◆ Data extract

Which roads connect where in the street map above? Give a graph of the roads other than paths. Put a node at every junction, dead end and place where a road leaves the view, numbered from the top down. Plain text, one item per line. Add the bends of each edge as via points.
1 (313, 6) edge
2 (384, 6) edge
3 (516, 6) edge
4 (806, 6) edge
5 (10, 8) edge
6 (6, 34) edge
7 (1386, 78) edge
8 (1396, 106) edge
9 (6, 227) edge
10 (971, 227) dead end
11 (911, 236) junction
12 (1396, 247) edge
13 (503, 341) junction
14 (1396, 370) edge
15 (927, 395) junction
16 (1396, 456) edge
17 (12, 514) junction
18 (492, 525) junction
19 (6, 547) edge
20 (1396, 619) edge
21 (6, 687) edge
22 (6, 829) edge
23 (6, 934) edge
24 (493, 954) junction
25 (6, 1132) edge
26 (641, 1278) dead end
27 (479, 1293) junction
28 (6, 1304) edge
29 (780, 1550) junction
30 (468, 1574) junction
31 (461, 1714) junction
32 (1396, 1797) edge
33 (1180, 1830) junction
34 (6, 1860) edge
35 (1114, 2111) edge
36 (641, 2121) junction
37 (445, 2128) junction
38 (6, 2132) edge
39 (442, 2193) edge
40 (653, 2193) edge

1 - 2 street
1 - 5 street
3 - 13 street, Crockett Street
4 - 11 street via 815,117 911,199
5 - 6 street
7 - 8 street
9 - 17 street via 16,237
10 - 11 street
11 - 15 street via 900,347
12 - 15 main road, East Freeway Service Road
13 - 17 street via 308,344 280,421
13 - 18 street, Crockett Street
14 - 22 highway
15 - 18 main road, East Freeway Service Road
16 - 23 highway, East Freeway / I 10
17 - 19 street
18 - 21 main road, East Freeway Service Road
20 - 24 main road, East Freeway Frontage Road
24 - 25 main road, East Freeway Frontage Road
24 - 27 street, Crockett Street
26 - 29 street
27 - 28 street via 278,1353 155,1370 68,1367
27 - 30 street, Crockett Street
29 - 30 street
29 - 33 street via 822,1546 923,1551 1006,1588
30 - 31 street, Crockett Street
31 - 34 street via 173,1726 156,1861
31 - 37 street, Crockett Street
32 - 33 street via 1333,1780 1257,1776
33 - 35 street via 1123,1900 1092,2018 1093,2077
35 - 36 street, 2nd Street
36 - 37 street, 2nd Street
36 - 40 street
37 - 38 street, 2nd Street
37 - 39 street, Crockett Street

◆ Problem requirements
The answer should be one number: how many lines in the data contain the word "Crockett".

◆ Completed task
7